Le 65e anniversaire de la naissance de l’Armée malienne a été célébré le mardi 20 janvier 2026. Pour la circonstance, à travers la traditionnelle adresse à la Nation, le Président Goïta s’est prononcé sur la situation sécuritaire du pays durant l’année écoulée et les perspectives pour cette nouvelle année. Egalement, il a été on ne peut plus clair sur les dispositions prises face à la menace sécuritaire dans le pays. Il a affirmé que le Mali n’est plus dans une guerre classique, mais fait face à une guerre hybride, mouvante, insidieuse.
Pour le Général d’armée Assimi Goïta, le 20 janvier est plus qu’une simple commémoration, il est également un moment d’examen collectif de conscience, de gratitude profonde à l’endroit de ces braves femmes et hommes qui portent, avec honneur et constance, les couleurs de la Nation tout en se dédiant à la défense du territoire et à la protection des personnes et des biens. Avant de rappeler que l’armée malienne continue d’engranger des succès sur les différents théâtres d’opérations. « En effet, les réformes indispensables engagées au profit des Forces Armées et de Sécurité, nous ont permis de disposer d’une Armée aguerrie et professionnelle, avec des capacités opérationnelles nettement améliorées. La création de nouvelles unités combattantes plus flexibles, découle de notre volonté permanente d’adapter le potentiel militaire à la nature de la menace. Cette nouvelle posture constitue une avancée majeure, tant elle contribue à la consolidation du dispositif opérationnel existant, mais améliore également la gestion du cycle opérationnel au regard de l’intensité des engagements » a déclaré le Chef Suprême des Armées.
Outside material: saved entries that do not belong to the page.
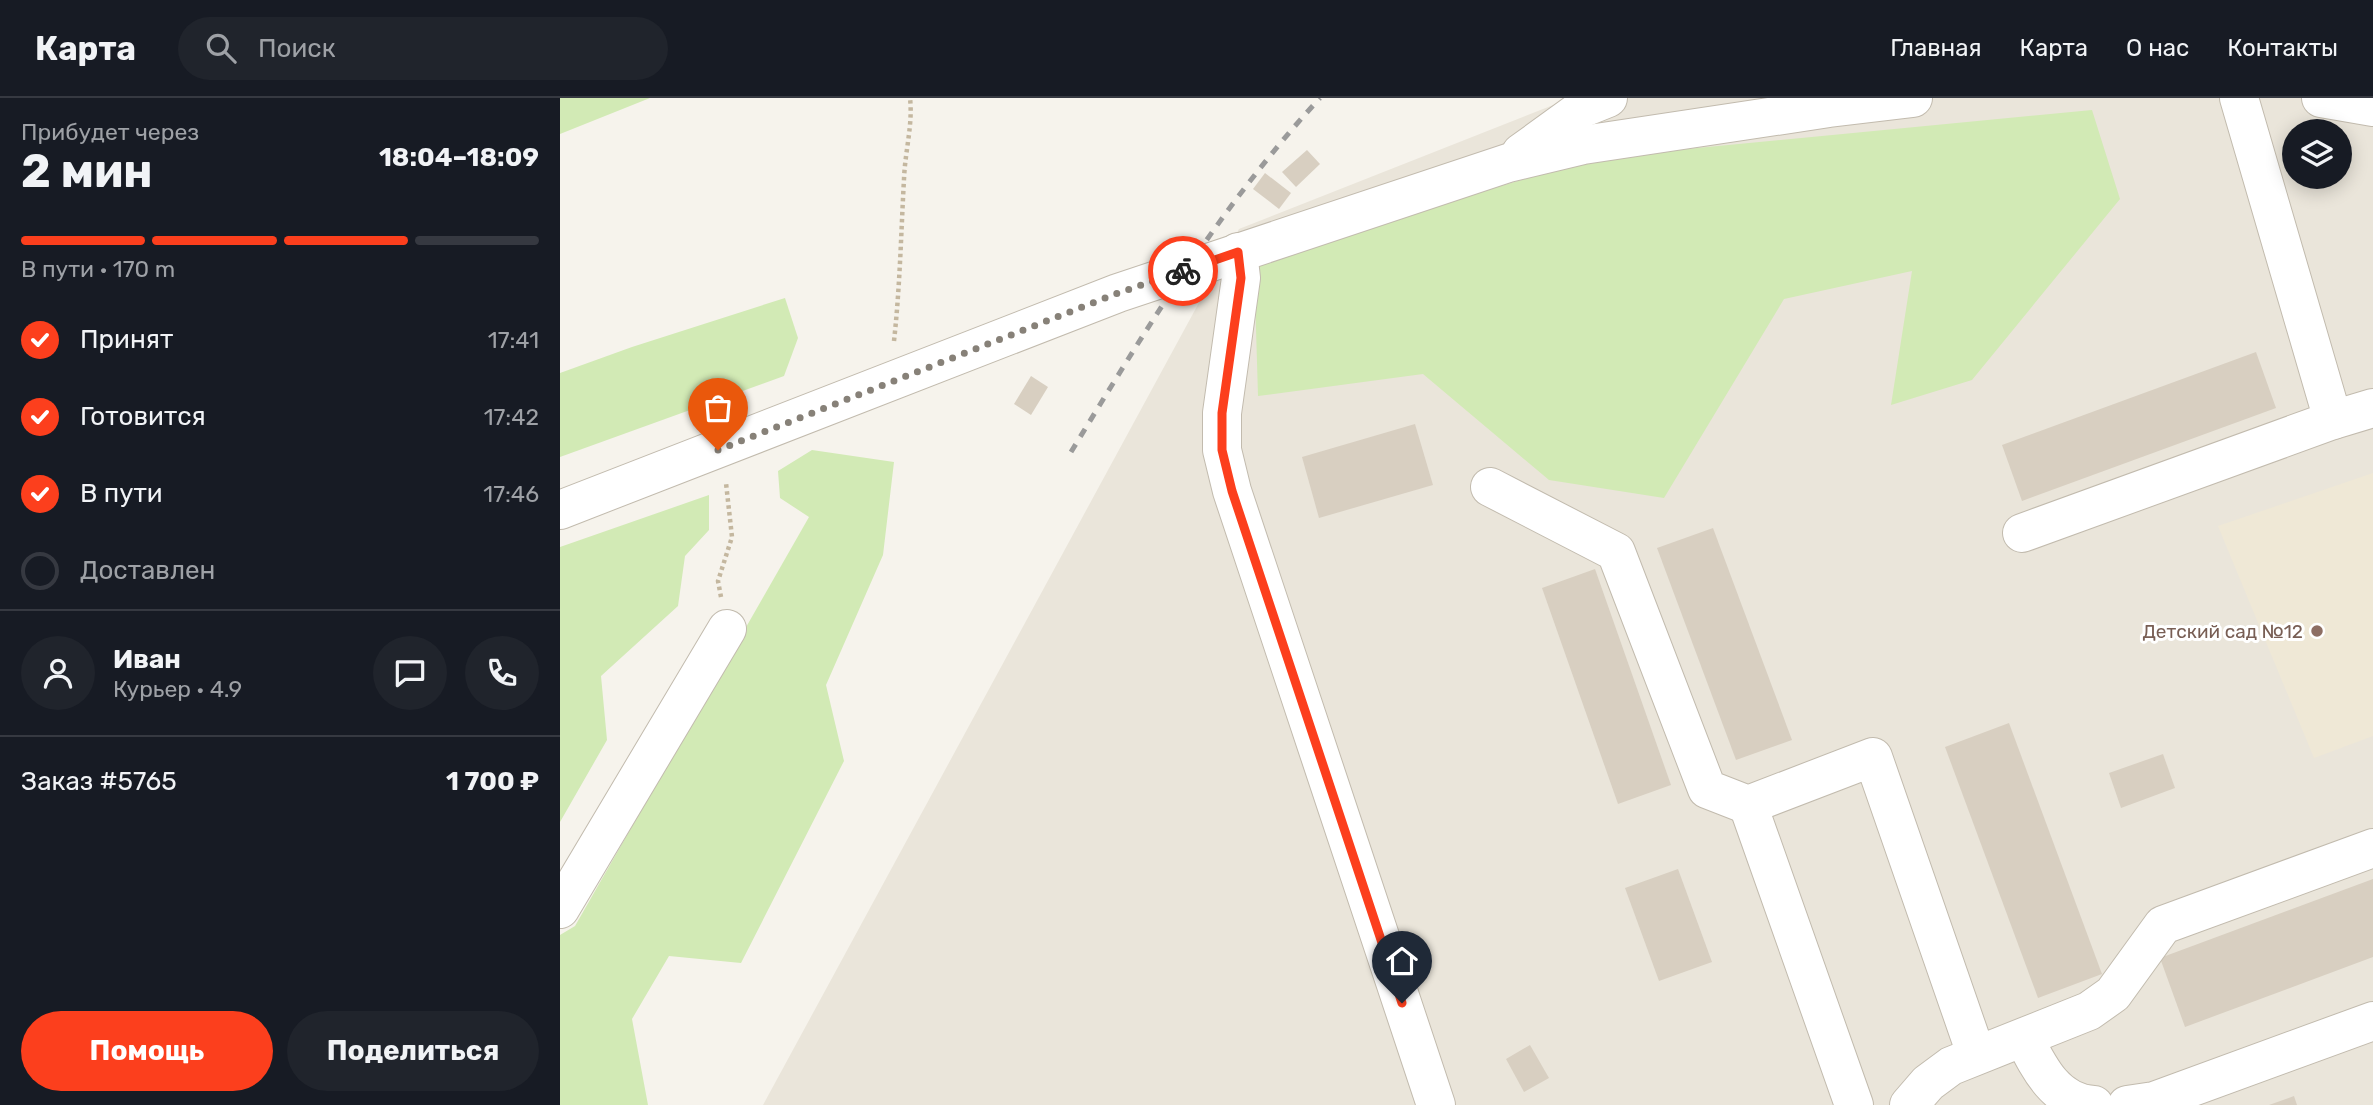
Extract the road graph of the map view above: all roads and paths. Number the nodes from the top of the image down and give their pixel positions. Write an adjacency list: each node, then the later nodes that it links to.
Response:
1 (910, 98): 9 (path)
2 (1608, 98): 7 (street)
3 (1913, 98): 7 (street)
4 (2239, 98): 11 (street)
5 (2321, 98): 6 (street)
6 (2373, 107)
7 (1508, 163): 8 (street)
8 (1238, 252): 9 (street); 23 (street)
9 (888, 384): 12 (street)
10 (2373, 408): 11 (street)
11 (2333, 420): 15 (street)
12 (718, 450): 14 (street); 16 (path)
13 (1490, 487): 17 (street)
14 (560, 510)
15 (2022, 533)
16 (727, 629): 19 (street)
17 (1748, 805): 22 (street); 24 (street)
18 (2373, 848): 21 (street)
19 (560, 908)
20 (2373, 1021): 27 (street)
21 (2024, 1038): 22 (street); 26 (street)
22 (1976, 1054): 25 (street)
23 (1436, 1105)
24 (1854, 1105)
25 (1909, 1105)
26 (2094, 1105)
27 (2127, 1105)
Ouvertures de nouveaux camps militaires en 2026
L’occasion a été opportune pour le Président de la transition d’affirmer que la dynamique opérationnelle a changé de manière décisive avec des équipements modernes, des effectifs renforcés, une formation exigeante, une doctrine qui s’adapte à la nature évolutive des menaces de notre époque. « La montée en puissance des Famas est désormais indéniable » a confirmé le Chef de l’Etat.
Avec assurance, il a soutenu qu’en 2026, cette tendance se poursuivra avec détermination à travers l’accroissement des effectifs, la création de nouvelles unités pour assurer une protection de proximité des populations. Que de nouveaux camps verront le jour, notamment à Dioïla, à Nioro et à Konobougou. Qui vont consolider ainsi la présence de l’État sur l’ensemble du territoire. Dans cette lancée, il a souligné que le Génie militaire, doté de moyens accrus, participera à la construction d’infrastructures essentielles au développement. Aussi, le démarrage de l’industrie militaire nationale qui marquera une étape décisive vers l’autonomie stratégique. S’y ajoute, l’opérationnalisation prochaine de l’hôpital militaire de Banankoro, de même que l’hôpital d’instruction. Qui contribuera, a-t-il déclaré, au renforcement du dispositif sanitaire déjà existant et réduira sensiblement les évacuations sanitaires vers l’étranger.
Contrecarrer les intérêts cyniques des sponsors étatiques
« Nous ne sommes plus dans une guerre classique. Nous faisons face à une guerre hybride, mouvante, insidieuse, qui épouse les contours de la géopolitique mondiale et les intérêts cyniques des sponsors étatiques » a schématisé le Président de la Transition et de poursuivre que les groupes terroristes avec l’appui de ces sponsors ont changé de mode opératoire. Singulièrement, leur objectif est désormais de viser les infrastructures stratégiques du pays et d’étouffer l’économie.
Aussi, a-t-il mentionné le phénomène de la désinformation, la manipulation et les campagnes de démoralisation. Qui sont devenues, dira-t-il, des armes, transformant de fait le champ informationnel en un véritable théâtre d’opérations. D’où le renforcement des capacités de nos forces armées pour mieux répondre à travers une vision de politique globale, celle d’un Mali fort, stable et souverain.
A noter que par la suite, cette journée de 20 janvier 2026 a été marquée, entre autres, par le dépôt de gerbe de fleurs sur la stèle du mémorial militaire, la remise de distinctions honorifiques et le défilé militaire tenu au 34e régiment du Génie militaire.